[ENTRIES SHOWN — start]

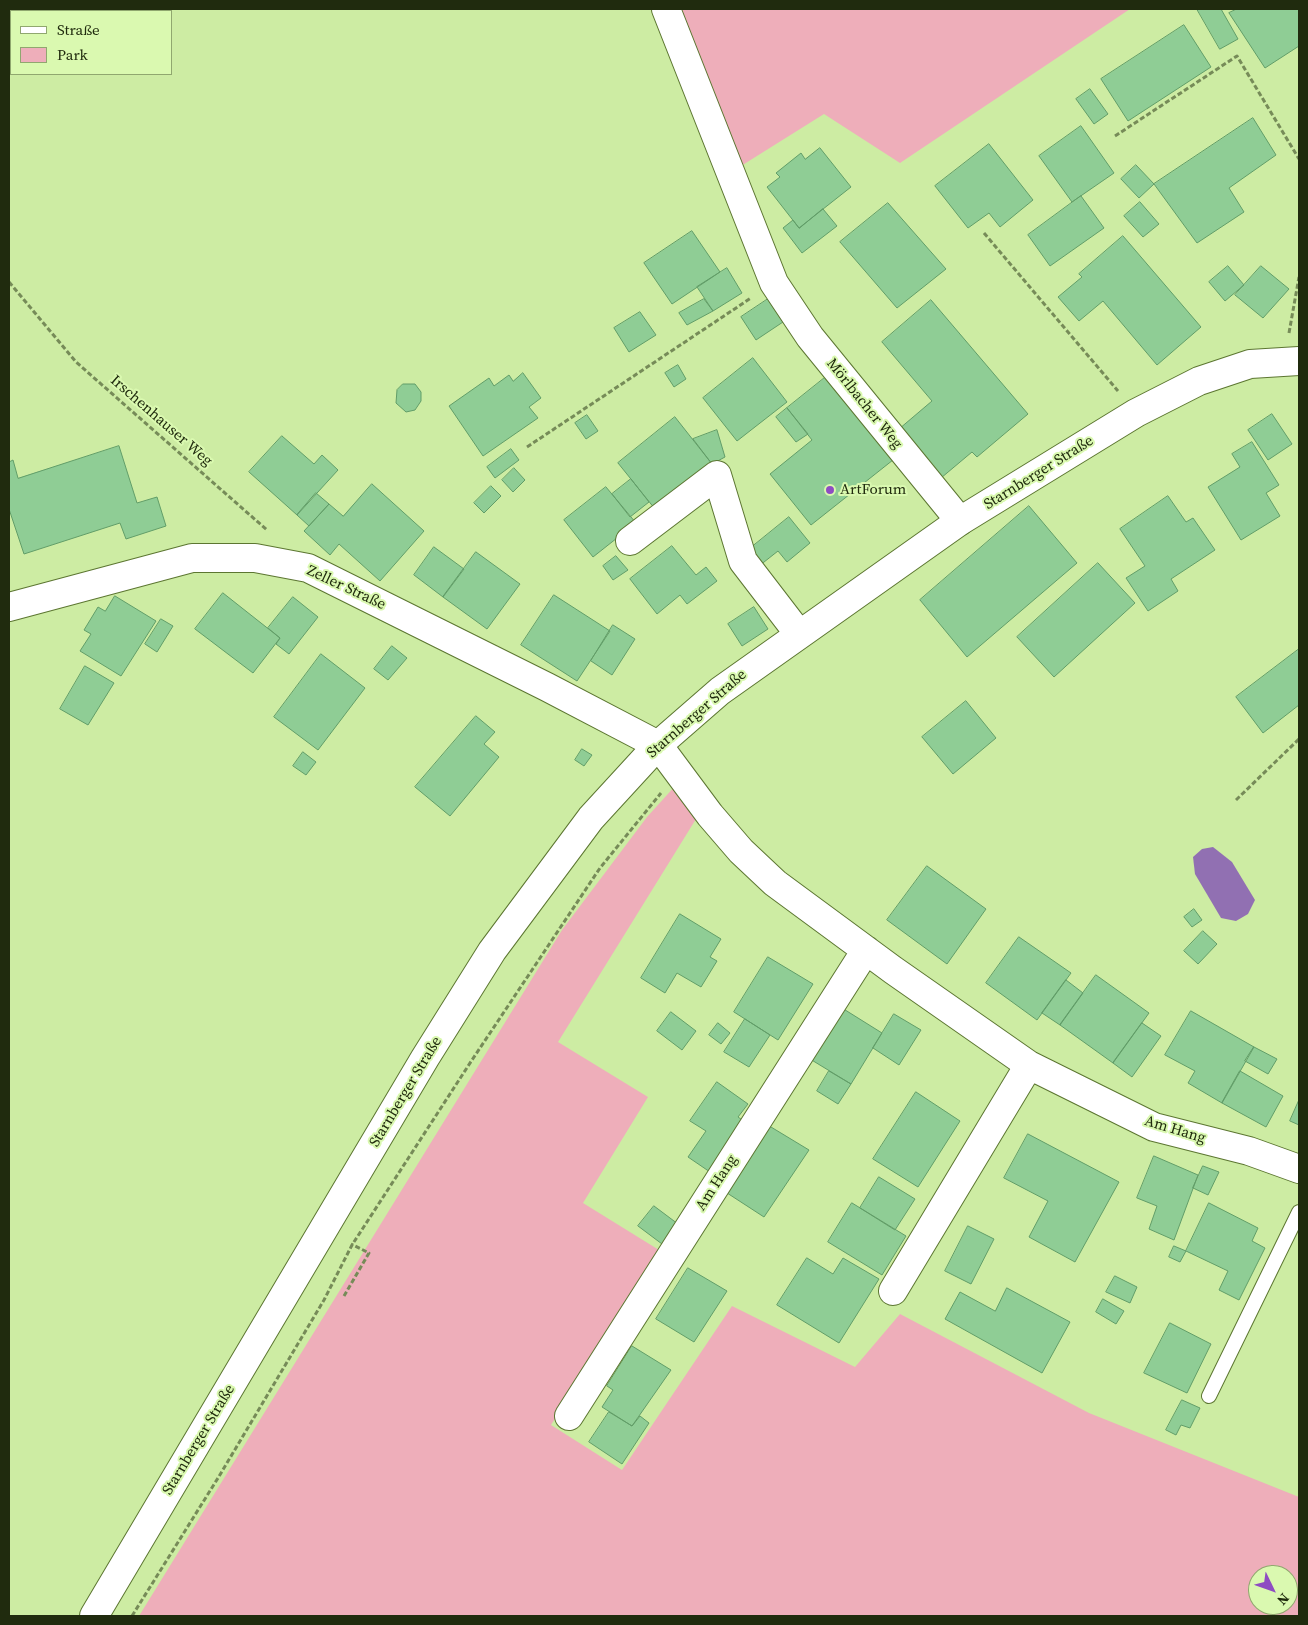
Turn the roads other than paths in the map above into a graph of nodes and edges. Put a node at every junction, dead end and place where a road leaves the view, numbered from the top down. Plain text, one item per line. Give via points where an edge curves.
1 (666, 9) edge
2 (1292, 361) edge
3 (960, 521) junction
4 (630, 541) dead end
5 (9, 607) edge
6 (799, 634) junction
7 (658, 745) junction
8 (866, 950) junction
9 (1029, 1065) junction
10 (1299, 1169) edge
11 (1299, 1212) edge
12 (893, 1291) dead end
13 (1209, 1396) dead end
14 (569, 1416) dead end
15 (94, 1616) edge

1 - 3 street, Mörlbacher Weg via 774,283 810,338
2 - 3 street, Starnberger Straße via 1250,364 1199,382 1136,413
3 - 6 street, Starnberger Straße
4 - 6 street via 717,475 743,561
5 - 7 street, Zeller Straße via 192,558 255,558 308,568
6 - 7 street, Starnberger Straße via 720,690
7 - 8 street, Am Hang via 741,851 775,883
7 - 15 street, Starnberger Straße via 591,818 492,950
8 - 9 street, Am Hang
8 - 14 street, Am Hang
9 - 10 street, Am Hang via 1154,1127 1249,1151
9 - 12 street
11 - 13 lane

[ENTRIES SHOWN — finish]

**TASK PROMPT:**
The listing above must be printed again exactly, minus its pictures.

**ANSWER SPACE:**
Turn the roads other than paths in the map above into a graph of nodes and edges. Put a node at every junction, dead end and place where a road leaves the view, numbered from the top down. Plain text, one item per line. Give via points where an edge curves.
1 (666, 9) edge
2 (1292, 361) edge
3 (960, 521) junction
4 (630, 541) dead end
5 (9, 607) edge
6 (799, 634) junction
7 (658, 745) junction
8 (866, 950) junction
9 (1029, 1065) junction
10 (1299, 1169) edge
11 (1299, 1212) edge
12 (893, 1291) dead end
13 (1209, 1396) dead end
14 (569, 1416) dead end
15 (94, 1616) edge

1 - 3 street, Mörlbacher Weg via 774,283 810,338
2 - 3 street, Starnberger Straße via 1250,364 1199,382 1136,413
3 - 6 street, Starnberger Straße
4 - 6 street via 717,475 743,561
5 - 7 street, Zeller Straße via 192,558 255,558 308,568
6 - 7 street, Starnberger Straße via 720,690
7 - 8 street, Am Hang via 741,851 775,883
7 - 15 street, Starnberger Straße via 591,818 492,950
8 - 9 street, Am Hang
8 - 14 street, Am Hang
9 - 10 street, Am Hang via 1154,1127 1249,1151
9 - 12 street
11 - 13 lane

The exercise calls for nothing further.